Alors que nous pensions avoir fait nos adieux à Kenny Powers en fin de saison 3, Jody Hill et Danny McBride ont décidé de faire revenir le redneck nord-carolinien pour une ultime partie. D’ailleurs, ils n’avaient pas totalement assumé leur propre requiem puisqu’ils avaient déjà fait revenir Kenny d’entre les morts l’année dernière. Et celui-ci ne pouvait que se délecter d’imposer sa seconde venue de manière christique parmi les siens.
Les années ont passé, les enfants ont grandi. Kenny s’est assagi et exerce désormais la profession d’agent commercial pour un concessionnaire. Personne n’est dupe. La chemise proprette ne cache pas cette nuque longue toujours présente et ce regard vif nous rappelle que la bête sommeille encore et ne demande qu’à être réveillée. Et, comme toujours dans Eastbound and Down, ce sont les fantômes du passé sportif qui vont revenir à la charge. Kenny Powers est dépendant de la gloire, elle est son moteur. Les aphorismes – marques de fabriques de sa philosophie – ne sont plus dispensées sur cassette. Kenny Powers voit toujours plus grand, il a écrit son propre biopic. Il est à l’image de l’Amérique : bigger than life.
La réussite financière et sociale est l’obsession de ce personnage depuis cinq ans désormais. Être marié et père de deux enfants n’est pas assez pour lui et l’amour doit être entretenu par la dépense. Kenny Powers ne semble retenir aucune leçon du passé même si son comportement laisse penser qu’il a trouvé une certaine forme de contrôle. Pas question pour autant que les auteurs se retiennent. La série est toujours aussi irrévérencieuse et les gags racistes ou homophobes s’enchaînent dans un rythme méticuleusement calculé. Le moindre dialogue ou plan furtif est réfléchi pour déclencher des rires aussi gras que le gag originel.

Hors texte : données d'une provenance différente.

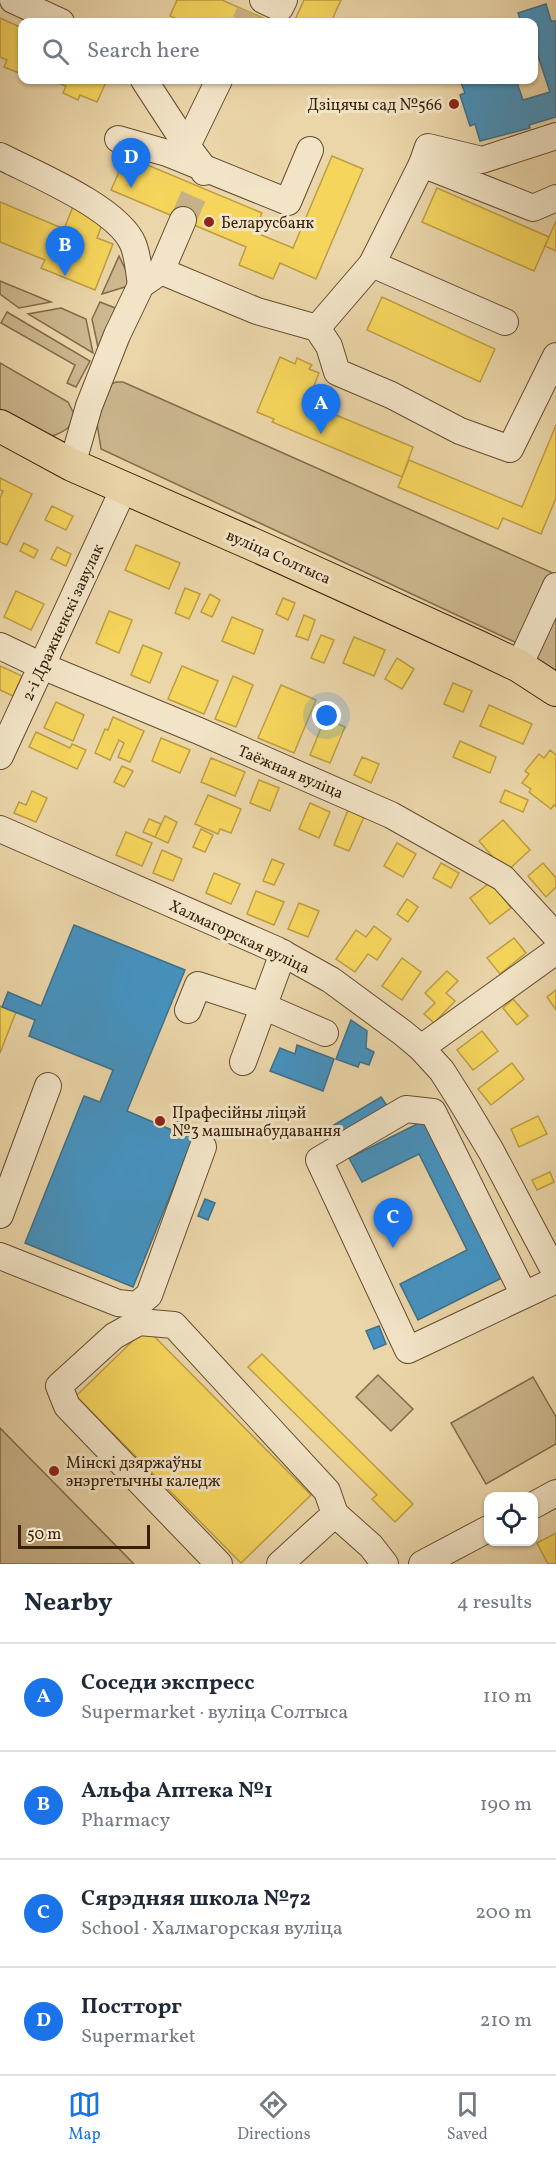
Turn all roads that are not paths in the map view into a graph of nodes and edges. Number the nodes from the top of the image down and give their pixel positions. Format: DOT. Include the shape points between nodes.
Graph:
graph roads {
  1 [pos="13,0"];
  2 [pos="284,0"];
  3 [pos="256,4"];
  4 [pos="52,18"];
  5 [pos="147,84"];
  6 [pos="217,84"];
  7 [pos="556,136"];
  8 [pos="118,139"];
  9 [pos="187,146"];
  10 [pos="310,150"];
  11 [pos="0,156"];
  12 [pos="422,164"];
  13 [pos="201,178"];
  14 [pos="556,198"];
  15 [pos="183,220"];
  16 [pos="372,264"];
  17 [pos="151,278"];
  18 [pos="505,322"];
  19 [pos="317,328"];
  20 [pos="556,356"];
  21 [pos="0,426"];
  22 [pos="72,465"];
  23 [pos="124,488"];
  24 [pos="556,586"];
  25 [pos="0,646"];
  26 [pos="42,666"];
  27 [pos="519,666"];
  28 [pos="556,690"];
  29 [pos="0,756"];
  30 [pos="0,829"];
  31 [pos="556,936"];
  32 [pos="556,951"];
  33 [pos="283,952"];
  34 [pos="263,1006"];
  35 [pos="188,1010"];
  36 [pos="325,1033"];
  37 [pos="421,1048"];
  38 [pos="243,1062"];
  39 [pos="48,1086"];
  40 [pos="203,1148"];
  41 [pos="0,1215"];
  42 [pos="0,1256"];
  43 [pos="556,1274"];
  44 [pos="556,1280"];
  45 [pos="524,1295"];
  46 [pos="556,1493"];
  47 [pos="538,1503"];
  48 [pos="335,1514"];
  49 [pos="484,1532"];
  50 [pos="219,1564"];
  51 [pos="280,1564"];
  52 [pos="385,1564"];
  53 [pos="422,1564"];
  1 -- 4 [label="street"];
  2 -- 3 [label="street" via="280,8"];
  5 -- 9 [label="street"];
  6 -- 9 [label="street"];
  7 -- 12 [label="street" via="482,160 428,147"];
  8 -- 13 [label="street" via="167,153"];
  9 -- 13 [label="street"];
  10 -- 13 [label="street" via="288,202"];
  11 -- 17 [label="street" via="112,217 133,243"];
  12 -- 14 [label="street" via="533,208"];
  12 -- 16 [label="street"];
  15 -- 17 [label="street"];
  16 -- 18 [label="street"];
  16 -- 19 [label="street"];
  17 -- 19 [label="street"];
  17 -- 22 [label="street" via="117,335 89,406"];
  19 -- 20 [label="street" via="329,346 338,372 460,431 510,449"];
  21 -- 22 [label="main road, вуліца Солтыса"];
  22 -- 23 [label="main road, вуліца Солтыса"];
  23 -- 26 [label="street, 2-і Дражненскі завулак"];
  23 -- 27 [label="main road, вуліца Солтыса"];
  24 -- 27 [label="street"];
  25 -- 26 [label="street, Таёжная вуліца"];
  26 -- 29 [label="street, 2-і Дражненскі завулак"];
  26 -- 31 [label="street, Таёжная вуліца" via="391,815 503,878"];
  27 -- 28 [label="main road, вуліца Солтыса"];
  30 -- 33 [label="street, Халмагорская вуліца"];
  32 -- 37 [label="street"];
  33 -- 34 [label="street"];
  33 -- 37 [label="street, Халмагорская вуліца" via="331,981"];
  34 -- 35 [label="street" via="198,985"];
  34 -- 36 [label="street"];
  34 -- 38 [label="street"];
  37 -- 43 [label="street, Халмагорская вуліца" via="442,1071 491,1151"];
  39 -- 41 [label="street"];
  40 -- 42 [label="street" via="149,1294 137,1305 118,1303"];
  44 -- 45 [label="street"];
  45 -- 45 [label="street" via="433,1112 406,1109 319,1160 408,1350"];
  46 -- 47 [label="street"];
  48 -- 50 [label="street" via="327,1491 174,1325 139,1322 114,1336 60,1386 67,1406"];
  48 -- 51 [label="street"];
  48 -- 52 [label="street"];
  49 -- 53 [label="street"];
}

Si le spectateur se gausse d’une atmosphère douteuse avec des vannes ayant dépassé toutes les limites, il est impossible malgré tout de ne pas y voir un regard tendre de la part des créateurs. De David Gordon Green (le touche-à-tout génial du ciné indé US) au duo McBride/Hill, il y une réelle volonté d’apporter la lumière sur ce Sud tant décrié. Certes, les défauts inhérents à une mentalité parfois conservatrice ne sont pas occultés mais les protagonistes (Kenny Powers en tête) restent des êtres réfléchis et aimants. En plein concept de l’americana, ils ont composé une certaine métaphysique du redneck.
Là où des séries comme The Sopranos, Dexter ou Breaking Bad se sont évertués à montrer des personnages sous un jour avenant en dépit de leurs actes, Eastbound & Down préfère étaler la bassesse humaine. Quitte à forcer le spectateur à gratter un peu et trouver une bienveillance en chacun sous un vernis sordide.
La série s’arrête donc au moment idéal. Avant de lasser et d’épuiser définitivement les ressources d’un personnage et de son univers délicat. Et laisse au spectateur un héritage singulier : la doctrine d’un penseur bas du front.